Relatively unpopulated fields of study are like that. It's not a rare thing. For example, take my PhD thesis. In my twenties, there were (perhaps) a few dozen people who performed this particular kind of experiment called the GTP shift. Among them, after a few years, I judged myself an expert in the technique. So did my committee. They knew I had developed an insight into the value of this experiment in the field of pharmacodynamics, and awarded me a PhD as a result. Also, they praised my technical innovations that had already been adopted by the whole pharmacology department.
It takes a lot to become a world wide expert in something, but it can be done, and I've done it before.

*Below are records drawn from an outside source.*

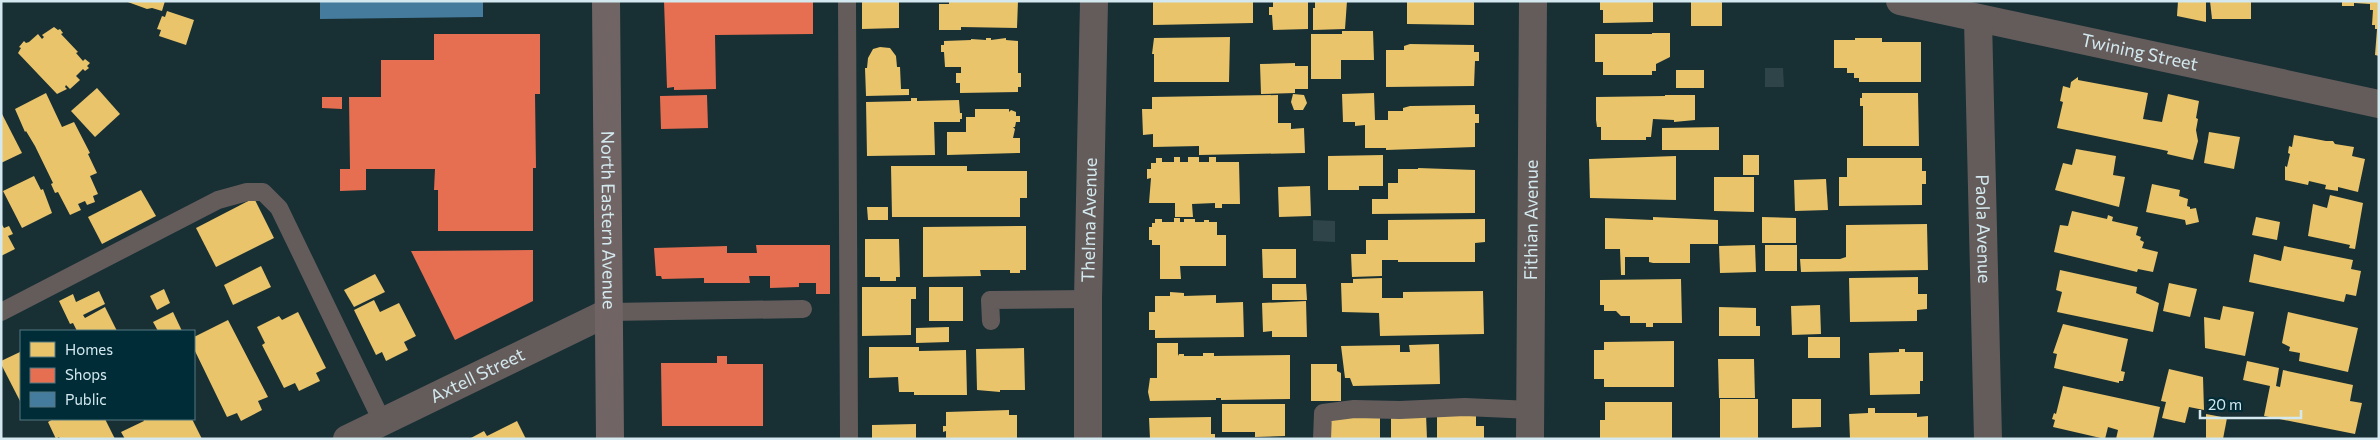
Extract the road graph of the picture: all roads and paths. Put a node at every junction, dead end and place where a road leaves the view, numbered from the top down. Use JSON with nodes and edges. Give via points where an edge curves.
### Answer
{"nodes":[{"id":1,"x":606,"y":1,"type":"edge"},
{"id":2,"x":847,"y":1,"type":"edge"},
{"id":3,"x":1094,"y":1,"type":"edge"},
{"id":4,"x":1534,"y":1,"type":"edge"},
{"id":5,"x":1900,"y":1,"type":"edge"},
{"id":6,"x":1978,"y":20,"type":"junction"},
{"id":7,"x":2379,"y":104,"type":"edge"},
{"id":8,"x":1088,"y":299,"type":"junction"},
{"id":9,"x":803,"y":308,"type":"dead end"},
{"id":10,"x":1,"y":312,"type":"edge"},
{"id":11,"x":609,"y":312,"type":"junction"},
{"id":12,"x":991,"y":322,"type":"dead end"},
{"id":13,"x":1530,"y":410,"type":"junction"},
{"id":14,"x":382,"y":421,"type":"junction"},
{"id":15,"x":347,"y":439,"type":"edge"},
{"id":16,"x":610,"y":439,"type":"edge"},
{"id":17,"x":849,"y":439,"type":"edge"},
{"id":18,"x":1088,"y":439,"type":"edge"},
{"id":19,"x":1322,"y":439,"type":"edge"},
{"id":20,"x":1530,"y":439,"type":"edge"},
{"id":21,"x":1988,"y":439,"type":"edge"}],
"edges":[{"from":1,"to":11,"type":"main road","name":"North Eastern Avenue"},
{"from":2,"to":17,"type":"lane"},
{"from":3,"to":8,"type":"street","name":"Thelma Avenue"},
{"from":4,"to":13,"type":"street","name":"Fithian Avenue"},
{"from":5,"to":6,"type":"street","name":"Twining Street"},
{"from":6,"to":7,"type":"street","name":"Twining Street"},
{"from":6,"to":21,"type":"street","name":"Paola Avenue"},
{"from":8,"to":12,"type":"lane","via":[[990,300]]},
{"from":8,"to":18,"type":"street","name":"Thelma Avenue"},
{"from":9,"to":11,"type":"lane"},
{"from":10,"to":14,"type":"lane","via":[[218,200],[247,192],[263,192],[279,208]]},
{"from":11,"to":14,"type":"street","name":"Axtell Street"},
{"from":11,"to":16,"type":"main road","name":"North Eastern Avenue"},
{"from":13,"to":19,"type":"lane","via":[[1465,407],[1354,409],[1323,413]]},
{"from":13,"to":20,"type":"street","name":"Fithian Avenue"},
{"from":14,"to":15,"type":"street","name":"Axtell Street"}]}
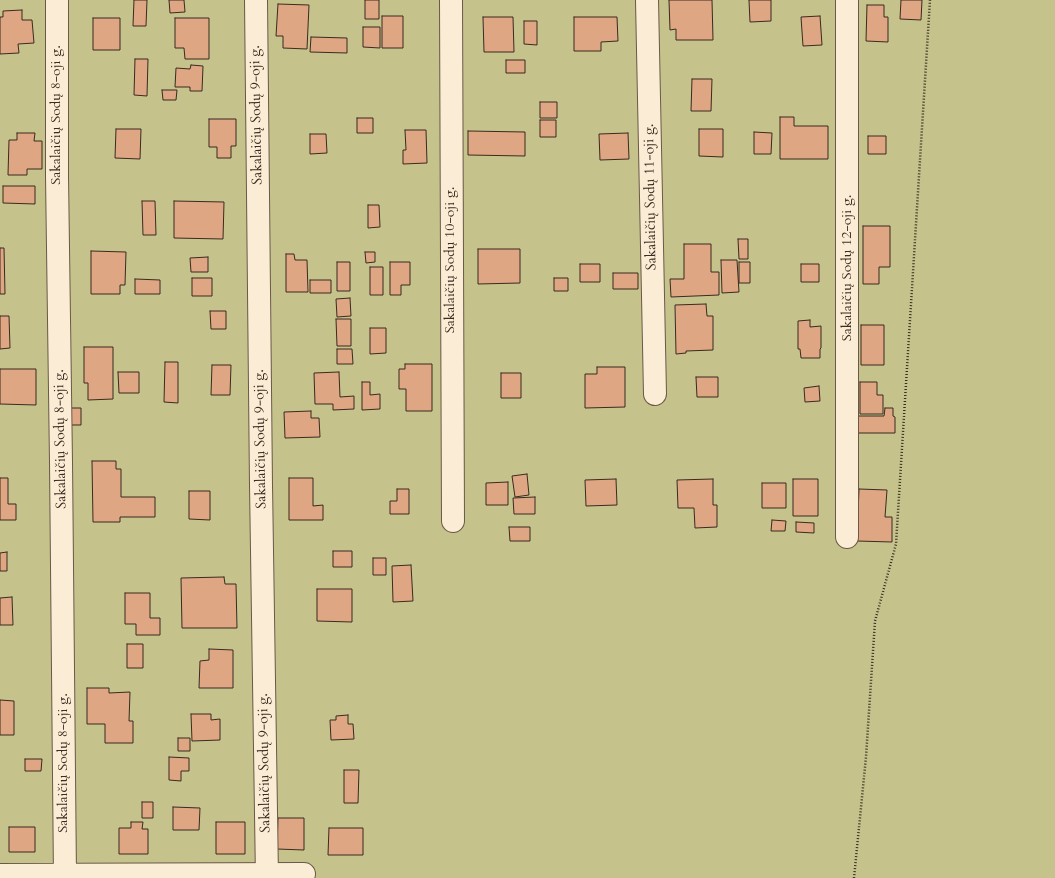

Millette has become an expert in the WTC dust, and so has Steven Jones. Being an expert doesn't mean that every one of your conclusions is fully correct, though.
Millette didn't make a mistake in terms of the techniques that he used, but rather in a failure to incorporate his results into the larger picture of the WTC attacks. Jones is a horrible failure, but I can't say that 100% of his results are wrong. What he has done is detected iron oxide and concluded thermite.
To a certain extent, authority isn't bestowed by committee. Authority is taken by those who grab at it. I know the GTP shift better than anyone who tunes into this forum, and I know the WTC dust better than anyone who tunes into this forum. I know it better than Millette, Jones, and Wood, even. There might be somebody out there who knows the WTC dust better than me, but I don't know who that person is. Don't give me the lead authors of the USGA surveys, either, because their work suffers from the same problem that plague's Millette: it doesn't give a likely mechanism for the production of the dust from a set of steel framed buildings.
Calling the two colors of WTC dust "smoke" and "ash" based on pictures alone doesn't rise to the level of an expert opinion, just in case you were wondering.